== Description of the task ==
Nothing but the pictures should be dropped when the records are transcribed word for word.

== Given entries ==
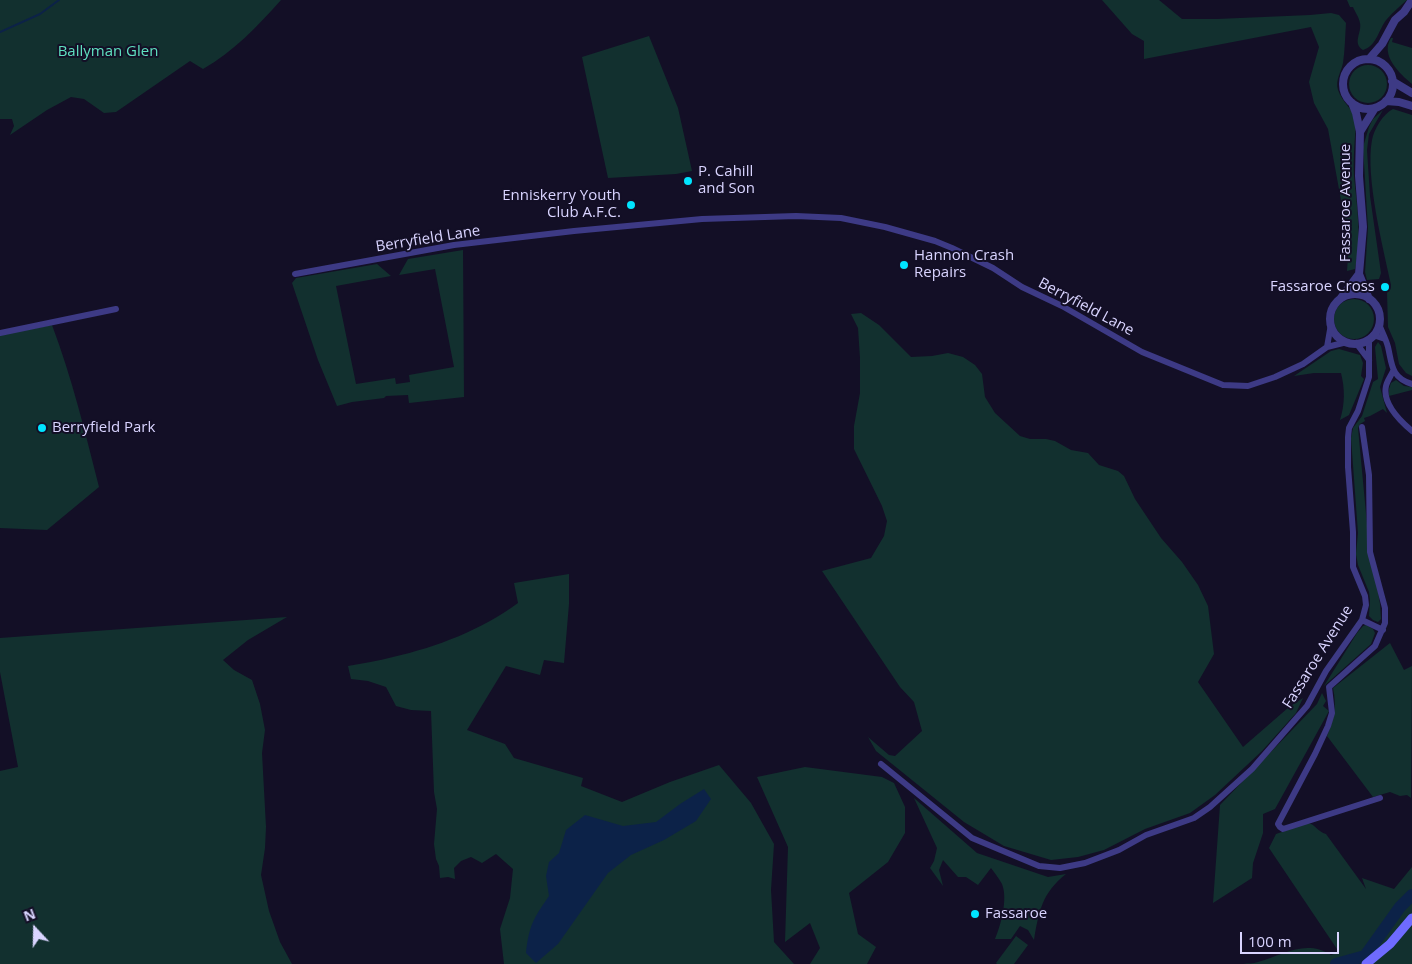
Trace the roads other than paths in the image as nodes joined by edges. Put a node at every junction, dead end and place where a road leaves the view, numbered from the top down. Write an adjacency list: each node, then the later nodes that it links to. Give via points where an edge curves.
1 (1412, 0): 2 (street, via 1395,20)
2 (1382, 44): 3 (street); 4 (street)
3 (1369, 59): 4 (street); 8 (street, via 1355,63 1344,77 1344,91)
4 (1383, 65): 5 (street)
5 (1392, 81): 6 (street); 7 (street)
6 (1412, 93)
7 (1386, 101): 9 (street); 10 (street)
8 (1352, 103): 10 (street, via 1366,109); 11 (street, Fassaroe Avenue)
9 (1412, 106)
10 (1375, 108): 11 (street)
11 (1360, 132): 13 (street, Fassaroe Avenue, via 1363,227)
12 (295, 274): 24 (street, Berryfield Lane, via 454,246 574,231 702,219 841,218 886,227 952,248 1142,352 1223,385 1248,386 1275,377 1304,364)
13 (1359, 274): 14 (street); 15 (street)
14 (1340, 299): 15 (street, via 1354,294); 17 (street, via 1331,311)
15 (1369, 299): 18 (street, via 1378,310)
16 (116, 309): 19 (street)
17 (1330, 324): 22 (street, via 1339,338); 24 (street)
18 (1379, 324): 20 (street); 21 (street)
19 (0, 333)
20 (1371, 337): 21 (street); 23 (street); 25 (street, Fassaroe Avenue)
21 (1385, 339): 26 (street)
22 (1347, 342): 23 (street); 24 (street, Berryfield Lane)
23 (1356, 344): 25 (street)
24 (1327, 346)
25 (1369, 360): 30 (street, Fassaroe Avenue, via 1369,377 1348,437 1352,559 1365,596)
26 (1393, 371): 27 (street); 29 (street, via 1386,386 1386,396 1401,422)
27 (1412, 384)
28 (1362, 427): 31 (street, via 1369,475 1370,552 1385,608)
29 (1412, 431)
30 (1362, 620): 31 (street); 32 (street, Fassaroe Avenue, via 1307,706 1252,769 1210,806 1194,818 1085,862 1060,868 1039,866 972,838)
31 (1383, 630): 33 (street, via 1375,646 1329,687 1332,713 1328,726 1278,824 1283,829)
32 (881, 764)
33 (1380, 798)
34 (1412, 918): 35 (main road, via 1390,944)
35 (1366, 964)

== Written solution ==
Trace the roads other than paths in the image as nodes joined by edges. Put a node at every junction, dead end and place where a road leaves the view, numbered from the top down. Write an adjacency list: each node, then the later nodes that it links to. Give via points where an edge curves.
1 (1412, 0): 2 (street, via 1395,20)
2 (1382, 44): 3 (street); 4 (street)
3 (1369, 59): 4 (street); 8 (street, via 1355,63 1344,77 1344,91)
4 (1383, 65): 5 (street)
5 (1392, 81): 6 (street); 7 (street)
6 (1412, 93)
7 (1386, 101): 9 (street); 10 (street)
8 (1352, 103): 10 (street, via 1366,109); 11 (street, Fassaroe Avenue)
9 (1412, 106)
10 (1375, 108): 11 (street)
11 (1360, 132): 13 (street, Fassaroe Avenue, via 1363,227)
12 (295, 274): 24 (street, Berryfield Lane, via 454,246 574,231 702,219 841,218 886,227 952,248 1142,352 1223,385 1248,386 1275,377 1304,364)
13 (1359, 274): 14 (street); 15 (street)
14 (1340, 299): 15 (street, via 1354,294); 17 (street, via 1331,311)
15 (1369, 299): 18 (street, via 1378,310)
16 (116, 309): 19 (street)
17 (1330, 324): 22 (street, via 1339,338); 24 (street)
18 (1379, 324): 20 (street); 21 (street)
19 (0, 333)
20 (1371, 337): 21 (street); 23 (street); 25 (street, Fassaroe Avenue)
21 (1385, 339): 26 (street)
22 (1347, 342): 23 (street); 24 (street, Berryfield Lane)
23 (1356, 344): 25 (street)
24 (1327, 346)
25 (1369, 360): 30 (street, Fassaroe Avenue, via 1369,377 1348,437 1352,559 1365,596)
26 (1393, 371): 27 (street); 29 (street, via 1386,386 1386,396 1401,422)
27 (1412, 384)
28 (1362, 427): 31 (street, via 1369,475 1370,552 1385,608)
29 (1412, 431)
30 (1362, 620): 31 (street); 32 (street, Fassaroe Avenue, via 1307,706 1252,769 1210,806 1194,818 1085,862 1060,868 1039,866 972,838)
31 (1383, 630): 33 (street, via 1375,646 1329,687 1332,713 1328,726 1278,824 1283,829)
32 (881, 764)
33 (1380, 798)
34 (1412, 918): 35 (main road, via 1390,944)
35 (1366, 964)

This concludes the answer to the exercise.